[Supplied records]

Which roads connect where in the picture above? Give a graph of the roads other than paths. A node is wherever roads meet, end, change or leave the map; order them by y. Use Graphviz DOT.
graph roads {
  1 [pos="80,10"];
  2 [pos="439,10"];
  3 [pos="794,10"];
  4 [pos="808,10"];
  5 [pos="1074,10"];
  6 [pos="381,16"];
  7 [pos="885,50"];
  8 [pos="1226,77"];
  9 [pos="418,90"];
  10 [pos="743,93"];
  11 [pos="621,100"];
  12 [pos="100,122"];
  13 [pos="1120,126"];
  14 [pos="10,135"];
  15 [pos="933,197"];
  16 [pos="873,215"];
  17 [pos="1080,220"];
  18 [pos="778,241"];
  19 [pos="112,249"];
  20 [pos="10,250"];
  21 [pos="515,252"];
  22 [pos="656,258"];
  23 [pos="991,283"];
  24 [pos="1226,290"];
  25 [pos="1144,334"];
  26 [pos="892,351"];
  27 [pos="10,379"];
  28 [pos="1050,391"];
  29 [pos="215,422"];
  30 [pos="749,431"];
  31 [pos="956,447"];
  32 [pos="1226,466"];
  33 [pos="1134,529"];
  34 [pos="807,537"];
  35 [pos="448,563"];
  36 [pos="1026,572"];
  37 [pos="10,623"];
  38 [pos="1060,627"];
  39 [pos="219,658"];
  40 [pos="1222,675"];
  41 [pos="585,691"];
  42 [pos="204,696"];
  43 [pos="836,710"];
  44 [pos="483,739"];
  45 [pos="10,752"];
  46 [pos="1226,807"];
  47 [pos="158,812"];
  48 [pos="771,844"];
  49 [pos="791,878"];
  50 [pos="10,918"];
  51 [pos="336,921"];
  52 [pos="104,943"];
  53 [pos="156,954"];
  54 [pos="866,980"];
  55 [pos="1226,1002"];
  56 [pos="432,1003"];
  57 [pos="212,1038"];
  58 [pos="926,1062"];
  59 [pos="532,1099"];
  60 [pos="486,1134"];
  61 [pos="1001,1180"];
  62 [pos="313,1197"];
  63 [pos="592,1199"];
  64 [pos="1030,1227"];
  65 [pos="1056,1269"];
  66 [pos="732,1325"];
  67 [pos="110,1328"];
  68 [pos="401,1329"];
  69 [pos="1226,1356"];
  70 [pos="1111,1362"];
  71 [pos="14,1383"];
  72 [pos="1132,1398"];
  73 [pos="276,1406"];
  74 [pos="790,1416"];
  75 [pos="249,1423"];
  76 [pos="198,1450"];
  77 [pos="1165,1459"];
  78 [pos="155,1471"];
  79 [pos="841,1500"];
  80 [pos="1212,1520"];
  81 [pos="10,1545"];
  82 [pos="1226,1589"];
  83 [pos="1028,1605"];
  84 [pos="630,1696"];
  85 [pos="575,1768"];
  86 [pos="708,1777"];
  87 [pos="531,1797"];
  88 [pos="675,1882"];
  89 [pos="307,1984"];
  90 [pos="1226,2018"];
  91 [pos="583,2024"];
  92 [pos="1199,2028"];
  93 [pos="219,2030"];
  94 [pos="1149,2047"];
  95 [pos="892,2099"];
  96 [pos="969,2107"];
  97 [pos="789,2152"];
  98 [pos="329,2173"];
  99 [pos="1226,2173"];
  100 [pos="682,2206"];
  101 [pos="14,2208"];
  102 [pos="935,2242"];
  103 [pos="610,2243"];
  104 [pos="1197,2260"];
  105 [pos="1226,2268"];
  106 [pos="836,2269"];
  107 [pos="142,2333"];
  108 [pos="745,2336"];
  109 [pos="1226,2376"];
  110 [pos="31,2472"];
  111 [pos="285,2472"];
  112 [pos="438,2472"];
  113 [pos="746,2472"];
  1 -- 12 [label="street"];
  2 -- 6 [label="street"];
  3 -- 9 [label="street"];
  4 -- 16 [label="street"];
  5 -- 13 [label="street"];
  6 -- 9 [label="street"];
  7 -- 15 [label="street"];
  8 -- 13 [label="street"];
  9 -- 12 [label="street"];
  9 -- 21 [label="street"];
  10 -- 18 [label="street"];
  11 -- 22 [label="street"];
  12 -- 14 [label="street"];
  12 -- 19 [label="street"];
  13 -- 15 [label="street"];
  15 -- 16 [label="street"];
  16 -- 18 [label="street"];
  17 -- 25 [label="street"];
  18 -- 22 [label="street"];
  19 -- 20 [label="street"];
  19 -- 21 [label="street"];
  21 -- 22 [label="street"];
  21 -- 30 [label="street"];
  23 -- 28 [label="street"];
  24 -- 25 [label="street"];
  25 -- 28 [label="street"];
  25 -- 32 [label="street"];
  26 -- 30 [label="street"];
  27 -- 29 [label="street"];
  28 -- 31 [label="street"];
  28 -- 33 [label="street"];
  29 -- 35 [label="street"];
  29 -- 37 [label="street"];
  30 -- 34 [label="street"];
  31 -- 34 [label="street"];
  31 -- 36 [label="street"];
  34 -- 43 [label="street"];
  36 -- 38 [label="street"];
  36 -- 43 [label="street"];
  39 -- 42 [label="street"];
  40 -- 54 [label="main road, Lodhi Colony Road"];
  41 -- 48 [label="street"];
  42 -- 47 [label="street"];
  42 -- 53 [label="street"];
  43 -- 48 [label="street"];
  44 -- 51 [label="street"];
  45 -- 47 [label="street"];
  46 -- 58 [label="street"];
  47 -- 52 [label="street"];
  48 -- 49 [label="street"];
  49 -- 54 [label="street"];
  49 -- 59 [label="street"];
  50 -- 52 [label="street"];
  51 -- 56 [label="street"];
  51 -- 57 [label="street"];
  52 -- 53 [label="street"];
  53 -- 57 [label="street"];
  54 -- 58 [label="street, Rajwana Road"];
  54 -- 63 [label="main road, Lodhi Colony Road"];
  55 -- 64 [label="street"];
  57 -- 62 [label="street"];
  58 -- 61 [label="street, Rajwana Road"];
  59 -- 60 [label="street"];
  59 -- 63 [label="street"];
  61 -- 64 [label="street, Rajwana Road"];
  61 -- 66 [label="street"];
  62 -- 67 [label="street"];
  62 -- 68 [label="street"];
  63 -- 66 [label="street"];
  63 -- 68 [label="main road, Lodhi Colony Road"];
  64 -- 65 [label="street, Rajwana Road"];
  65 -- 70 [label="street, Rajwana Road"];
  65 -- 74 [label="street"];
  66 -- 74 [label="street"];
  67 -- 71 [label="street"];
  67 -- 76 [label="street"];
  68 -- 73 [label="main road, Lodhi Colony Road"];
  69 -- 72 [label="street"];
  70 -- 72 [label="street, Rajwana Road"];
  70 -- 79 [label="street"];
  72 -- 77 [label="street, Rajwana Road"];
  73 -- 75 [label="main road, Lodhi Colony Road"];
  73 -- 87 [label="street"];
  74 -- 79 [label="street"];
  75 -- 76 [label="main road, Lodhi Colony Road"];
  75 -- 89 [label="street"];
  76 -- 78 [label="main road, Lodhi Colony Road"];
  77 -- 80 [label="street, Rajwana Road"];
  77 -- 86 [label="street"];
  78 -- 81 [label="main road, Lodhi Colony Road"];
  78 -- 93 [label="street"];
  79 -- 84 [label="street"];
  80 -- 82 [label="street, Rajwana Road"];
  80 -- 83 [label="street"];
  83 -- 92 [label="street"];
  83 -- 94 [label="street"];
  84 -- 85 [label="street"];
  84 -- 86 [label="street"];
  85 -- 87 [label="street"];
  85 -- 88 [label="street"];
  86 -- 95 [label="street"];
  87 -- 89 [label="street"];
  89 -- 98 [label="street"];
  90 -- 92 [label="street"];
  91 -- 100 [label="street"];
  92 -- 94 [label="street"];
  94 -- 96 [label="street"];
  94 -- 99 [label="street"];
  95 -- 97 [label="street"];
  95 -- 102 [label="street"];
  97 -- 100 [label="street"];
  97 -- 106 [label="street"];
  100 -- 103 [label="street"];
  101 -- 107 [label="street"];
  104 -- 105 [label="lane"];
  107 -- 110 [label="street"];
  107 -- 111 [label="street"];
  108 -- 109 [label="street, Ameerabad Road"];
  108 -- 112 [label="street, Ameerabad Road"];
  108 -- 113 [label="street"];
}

[/Supplied records]

• Prompt:
From the entries above, copy every line containing the word "Rajwana".

• Response:
  54 -- 58 [label="street, Rajwana Road"];
  58 -- 61 [label="street, Rajwana Road"];
  61 -- 64 [label="street, Rajwana Road"];
  64 -- 65 [label="street, Rajwana Road"];
  65 -- 70 [label="street, Rajwana Road"];
  70 -- 72 [label="street, Rajwana Road"];
  72 -- 77 [label="street, Rajwana Road"];
  77 -- 80 [label="street, Rajwana Road"];
  80 -- 82 [label="street, Rajwana Road"];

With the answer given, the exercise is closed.